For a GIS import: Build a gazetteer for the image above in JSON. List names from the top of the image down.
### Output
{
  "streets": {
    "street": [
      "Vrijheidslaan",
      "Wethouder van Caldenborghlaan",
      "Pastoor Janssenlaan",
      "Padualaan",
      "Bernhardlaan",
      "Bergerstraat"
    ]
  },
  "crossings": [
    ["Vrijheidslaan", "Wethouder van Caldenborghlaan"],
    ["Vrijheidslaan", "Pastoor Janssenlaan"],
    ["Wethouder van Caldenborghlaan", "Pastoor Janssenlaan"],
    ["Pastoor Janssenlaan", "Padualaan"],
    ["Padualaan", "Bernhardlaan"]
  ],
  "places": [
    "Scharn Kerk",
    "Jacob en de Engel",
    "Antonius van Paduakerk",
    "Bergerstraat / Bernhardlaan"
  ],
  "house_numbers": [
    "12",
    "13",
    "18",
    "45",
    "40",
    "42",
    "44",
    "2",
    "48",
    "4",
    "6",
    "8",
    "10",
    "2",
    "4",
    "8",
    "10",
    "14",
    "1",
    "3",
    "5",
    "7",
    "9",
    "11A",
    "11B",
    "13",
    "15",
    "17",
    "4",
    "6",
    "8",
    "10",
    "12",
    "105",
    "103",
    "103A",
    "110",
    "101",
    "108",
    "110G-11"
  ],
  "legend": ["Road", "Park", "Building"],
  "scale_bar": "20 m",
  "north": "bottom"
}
● ● ● ●
For this exercise, restate every record word for word.

• **Task response**:
For a GIS import: Build a gazetteer for the image above in JSON. List names from the top of the image down.
### Output
{
  "streets": {
    "street": [
      "Vrijheidslaan",
      "Wethouder van Caldenborghlaan",
      "Pastoor Janssenlaan",
      "Padualaan",
      "Bernhardlaan",
      "Bergerstraat"
    ]
  },
  "crossings": [
    ["Vrijheidslaan", "Wethouder van Caldenborghlaan"],
    ["Vrijheidslaan", "Pastoor Janssenlaan"],
    ["Wethouder van Caldenborghlaan", "Pastoor Janssenlaan"],
    ["Pastoor Janssenlaan", "Padualaan"],
    ["Padualaan", "Bernhardlaan"]
  ],
  "places": [
    "Scharn Kerk",
    "Jacob en de Engel",
    "Antonius van Paduakerk",
    "Bergerstraat / Bernhardlaan"
  ],
  "house_numbers": [
    "12",
    "13",
    "18",
    "45",
    "40",
    "42",
    "44",
    "2",
    "48",
    "4",
    "6",
    "8",
    "10",
    "2",
    "4",
    "8",
    "10",
    "14",
    "1",
    "3",
    "5",
    "7",
    "9",
    "11A",
    "11B",
    "13",
    "15",
    "17",
    "4",
    "6",
    "8",
    "10",
    "12",
    "105",
    "103",
    "103A",
    "110",
    "101",
    "108",
    "110G-11"
  ],
  "legend": ["Road", "Park", "Building"],
  "scale_bar": "20 m",
  "north": "bottom"
}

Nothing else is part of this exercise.